Asked in late 2008 what other rules of thumb he practiced in his career, Weill responded succinctly: “Don’t fuck up.” But that’s precisely what he did in the fall of 1998.

• • •

Dimon wasn’t exactly forced into penury when he was fired. He eventually reached a $30 million severance agreement, which included a three-year, three-phase noncompete that went far above and beyond the norm. (Black received $20 million.) Dimon was rich enough never to work another day in his life, but at 42, he was certainly not contemplating retirement. This was a man who, over the course of his 16 years following business school, had spent about 75 hours a week at work.

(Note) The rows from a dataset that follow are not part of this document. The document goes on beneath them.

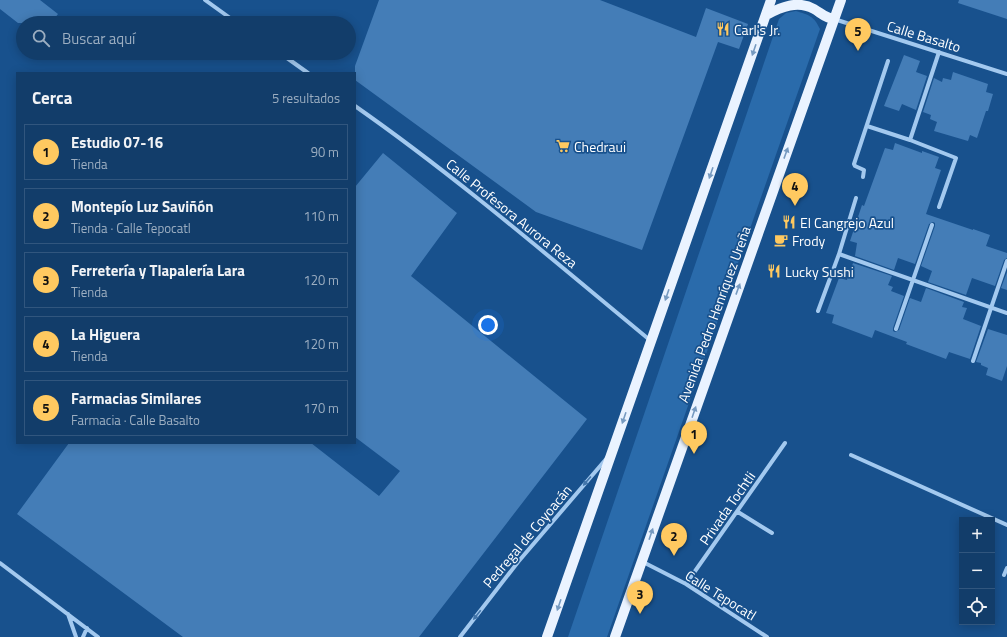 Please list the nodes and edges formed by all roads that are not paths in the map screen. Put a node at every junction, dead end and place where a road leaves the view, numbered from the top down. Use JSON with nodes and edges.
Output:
{"nodes":[{"id":1,"x":205,"y":0,"type":"edge"},
{"id":2,"x":771,"y":0,"type":"edge"},
{"id":3,"x":841,"y":0,"type":"edge"},
{"id":4,"x":766,"y":15,"type":"junction"},
{"id":5,"x":227,"y":16,"type":"edge"},
{"id":6,"x":834,"y":19,"type":"junction"},
{"id":7,"x":939,"y":52,"type":"junction"},
{"id":8,"x":290,"y":60,"type":"edge"},
{"id":9,"x":888,"y":61,"type":"dead end"},
{"id":10,"x":307,"y":72,"type":"edge"},
{"id":11,"x":1007,"y":74,"type":"edge"},
{"id":12,"x":356,"y":107,"type":"edge"},
{"id":13,"x":866,"y":126,"type":"junction"},
{"id":14,"x":910,"y":140,"type":"junction"},
{"id":15,"x":863,"y":177,"type":"dead end"},
{"id":16,"x":856,"y":198,"type":"dead end"},
{"id":17,"x":939,"y":207,"type":"dead end"},
{"id":18,"x":932,"y":225,"type":"dead end"},
{"id":19,"x":838,"y":254,"type":"junction"},
{"id":20,"x":1007,"y":261,"type":"edge"},
{"id":21,"x":913,"y":280,"type":"junction"},
{"id":22,"x":992,"y":308,"type":"junction"},
{"id":23,"x":818,"y":311,"type":"dead end"},
{"id":24,"x":1007,"y":313,"type":"edge"},
{"id":25,"x":896,"y":328,"type":"dead end"},
{"id":26,"x":652,"y":341,"type":"junction"},
{"id":27,"x":973,"y":361,"type":"dead end"},
{"id":28,"x":785,"y":443,"type":"dead end"},
{"id":29,"x":612,"y":451,"type":"junction"},
{"id":30,"x":851,"y":455,"type":"dead end"},
{"id":31,"x":738,"y":512,"type":"junction"},
{"id":32,"x":1007,"y":525,"type":"edge"},
{"id":33,"x":772,"y":533,"type":"dead end"},
{"id":34,"x":642,"y":561,"type":"junction"},
{"id":35,"x":0,"y":563,"type":"edge"},
{"id":36,"x":1007,"y":568,"type":"edge"},
{"id":37,"x":1004,"y":575,"type":"dead end"},
{"id":38,"x":686,"y":584,"type":"junction"},
{"id":39,"x":68,"y":614,"type":"junction"},
{"id":40,"x":86,"y":628,"type":"junction"},
{"id":41,"x":76,"y":637,"type":"edge"},
{"id":42,"x":83,"y":637,"type":"edge"},
{"id":43,"x":98,"y":637,"type":"edge"},
{"id":44,"x":460,"y":637,"type":"edge"},
{"id":45,"x":547,"y":637,"type":"edge"},
{"id":46,"x":615,"y":637,"type":"edge"},
{"id":47,"x":767,"y":637,"type":"edge"}],
"edges":[{"from":1,"to":5,"type":"street"},
{"from":2,"to":4,"type":"main road"},
{"from":3,"to":6,"type":"main road","name":"Avenida Pedro Henríquez Ureña"},
{"from":4,"to":6,"type":"main road"},
{"from":4,"to":26,"type":"main road","one_way":true},
{"from":6,"to":7,"type":"street","name":"Calle Basalto"},
{"from":34,"to":6,"type":"main road","name":"Avenida Pedro Henríquez Ureña","one_way":true},
{"from":7,"to":11,"type":"street","name":"Calle Basalto"},
{"from":7,"to":14,"type":"street"},
{"from":8,"to":10,"type":"street"},
{"from":9,"to":13,"type":"street"},
{"from":12,"to":26,"type":"street","name":"Calle Profesora Aurora Reza"},
{"from":13,"to":14,"type":"street"},
{"from":13,"to":15,"type":"street"},
{"from":14,"to":17,"type":"street"},
{"from":16,"to":19,"type":"street"},
{"from":18,"to":21,"type":"street"},
{"from":19,"to":21,"type":"street"},
{"from":19,"to":23,"type":"street"},
{"from":20,"to":22,"type":"street"},
{"from":21,"to":22,"type":"street"},
{"from":21,"to":25,"type":"street"},
{"from":22,"to":24,"type":"street"},
{"from":22,"to":27,"type":"street"},
{"from":26,"to":29,"type":"main road","one_way":true},
{"from":28,"to":31,"type":"street","name":"Privada Tochtli"},
{"from":29,"to":44,"type":"street","name":"Pedregal de Coyoacán","one_way":true},
{"from":29,"to":45,"type":"main road","one_way":true},
{"from":30,"to":32,"type":"street"},
{"from":31,"to":33,"type":"street"},
{"from":31,"to":38,"type":"street","name":"Privada Tochtli"},
{"from":34,"to":38,"type":"street","name":"Calle Tepocatl"},
{"from":34,"to":46,"type":"main road","name":"Avenida Pedro Henríquez Ureña"},
{"from":35,"to":39,"type":"street"},
{"from":36,"to":37,"type":"street"},
{"from":38,"to":47,"type":"street","name":"Calle Tepocatl"},
{"from":39,"to":40,"type":"street"},
{"from":39,"to":41,"type":"street"},
{"from":40,"to":42,"type":"street"},
{"from":40,"to":43,"type":"street"}]}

He was, however, completely demoralized by the turn of events. The weekend after his firing, Dimon and Judy attended a party at the home of their college pals Peter and Laurie Maglathlin in Darien, Connecticut. “He was devastated,” recalls Laurie Maglathlin. “And totally blindsided. I really do believe that when he walked into that office he had no idea he was going to walk out without a job. And it wasn’t about being humiliated, even though he had been. It was more about him being hurt and betrayed and saddened by it all.” Jamie Dimon, friends say, is a man who
engages
in the project at hand, with all the focus he can muster. Tear anything away from him, and you’ll throw him for a loop. Tear his life’s work away, and you have done much more.